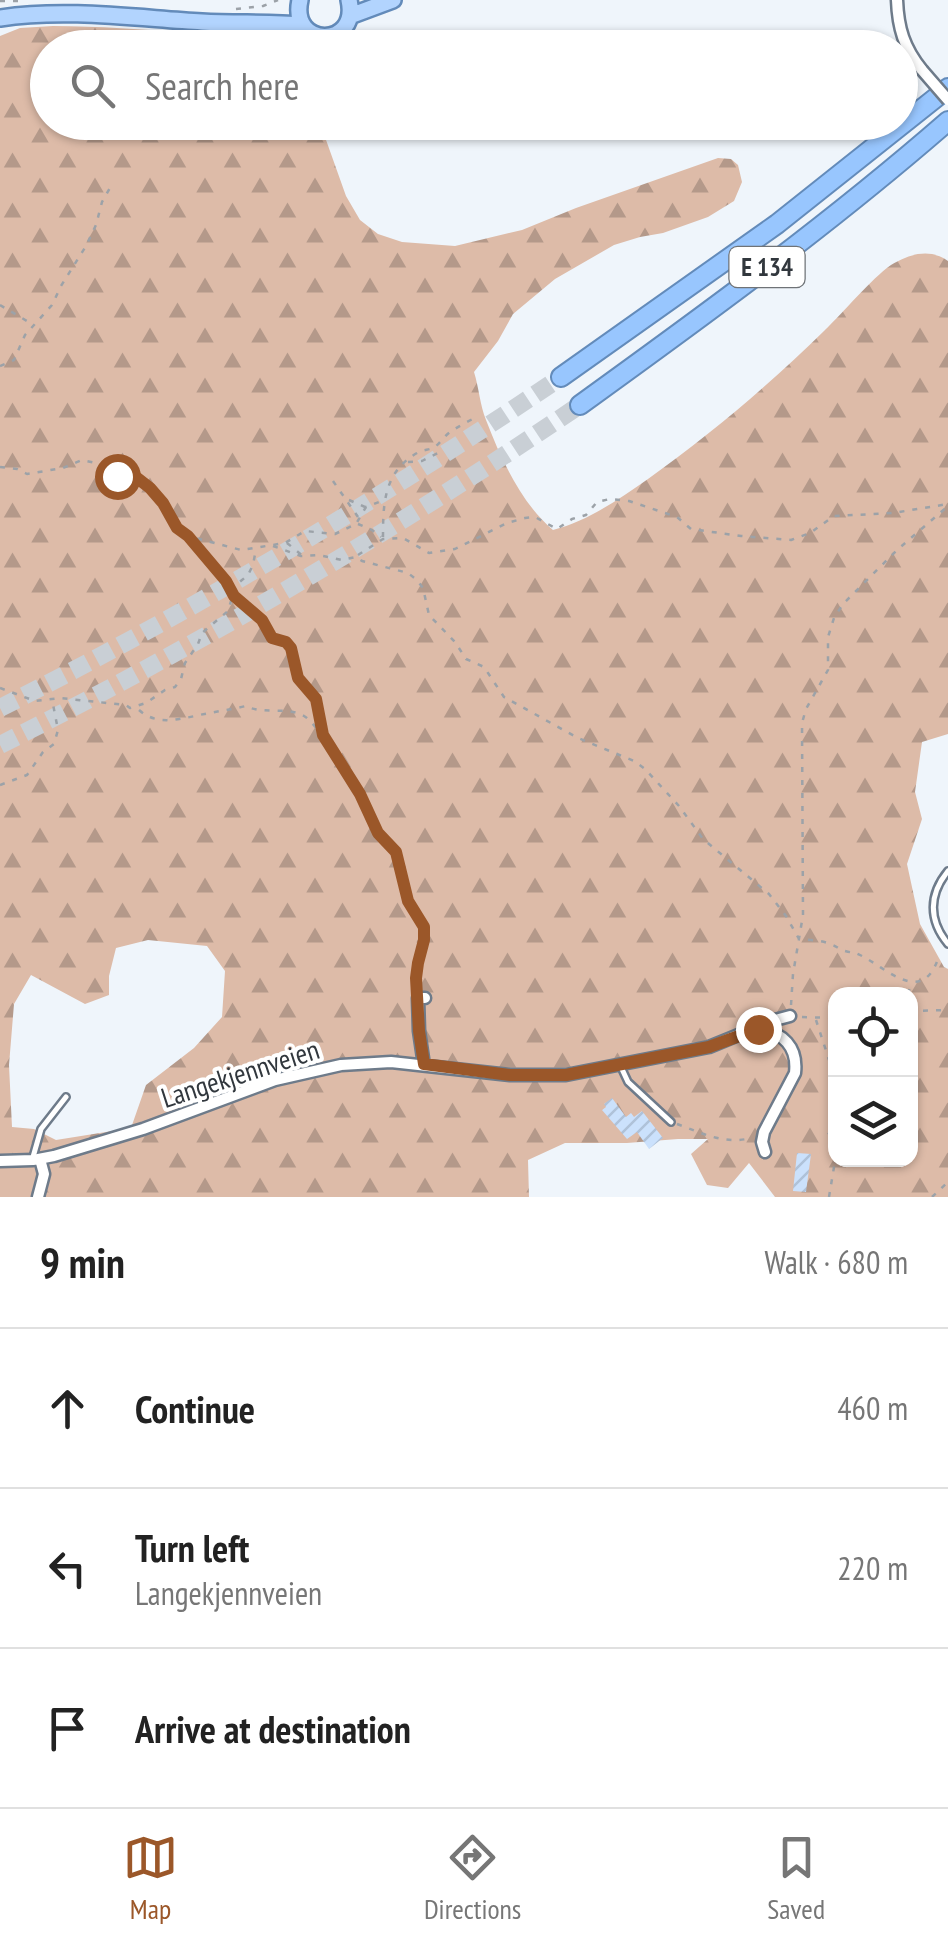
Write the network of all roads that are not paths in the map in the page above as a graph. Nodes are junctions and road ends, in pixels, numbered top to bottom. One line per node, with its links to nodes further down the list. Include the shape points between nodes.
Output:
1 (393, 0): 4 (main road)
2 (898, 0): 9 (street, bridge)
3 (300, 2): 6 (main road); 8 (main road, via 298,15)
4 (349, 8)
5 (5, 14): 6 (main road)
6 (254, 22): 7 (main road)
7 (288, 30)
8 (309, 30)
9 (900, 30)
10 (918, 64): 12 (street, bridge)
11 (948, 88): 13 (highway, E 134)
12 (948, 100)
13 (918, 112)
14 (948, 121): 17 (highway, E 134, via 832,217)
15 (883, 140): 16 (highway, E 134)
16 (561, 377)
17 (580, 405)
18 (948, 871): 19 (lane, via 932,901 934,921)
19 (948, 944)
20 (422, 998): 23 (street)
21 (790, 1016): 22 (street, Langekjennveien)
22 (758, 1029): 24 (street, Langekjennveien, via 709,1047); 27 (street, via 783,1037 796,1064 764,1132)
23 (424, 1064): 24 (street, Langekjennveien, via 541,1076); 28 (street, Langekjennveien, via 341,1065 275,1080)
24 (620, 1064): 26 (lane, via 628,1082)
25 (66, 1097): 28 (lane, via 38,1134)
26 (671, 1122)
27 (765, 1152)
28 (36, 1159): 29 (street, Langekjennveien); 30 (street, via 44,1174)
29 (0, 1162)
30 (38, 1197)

Work instruction — Restate the data above word for word, so that the only difference is the missing pictures.

Answer space —
Write the network of all roads that are not paths in the map in the page above as a graph. Nodes are junctions and road ends, in pixels, numbered top to bottom. One line per node, with its links to nodes further down the list. Include the shape points between nodes.
Output:
1 (393, 0): 4 (main road)
2 (898, 0): 9 (street, bridge)
3 (300, 2): 6 (main road); 8 (main road, via 298,15)
4 (349, 8)
5 (5, 14): 6 (main road)
6 (254, 22): 7 (main road)
7 (288, 30)
8 (309, 30)
9 (900, 30)
10 (918, 64): 12 (street, bridge)
11 (948, 88): 13 (highway, E 134)
12 (948, 100)
13 (918, 112)
14 (948, 121): 17 (highway, E 134, via 832,217)
15 (883, 140): 16 (highway, E 134)
16 (561, 377)
17 (580, 405)
18 (948, 871): 19 (lane, via 932,901 934,921)
19 (948, 944)
20 (422, 998): 23 (street)
21 (790, 1016): 22 (street, Langekjennveien)
22 (758, 1029): 24 (street, Langekjennveien, via 709,1047); 27 (street, via 783,1037 796,1064 764,1132)
23 (424, 1064): 24 (street, Langekjennveien, via 541,1076); 28 (street, Langekjennveien, via 341,1065 275,1080)
24 (620, 1064): 26 (lane, via 628,1082)
25 (66, 1097): 28 (lane, via 38,1134)
26 (671, 1122)
27 (765, 1152)
28 (36, 1159): 29 (street, Langekjennveien); 30 (street, via 44,1174)
29 (0, 1162)
30 (38, 1197)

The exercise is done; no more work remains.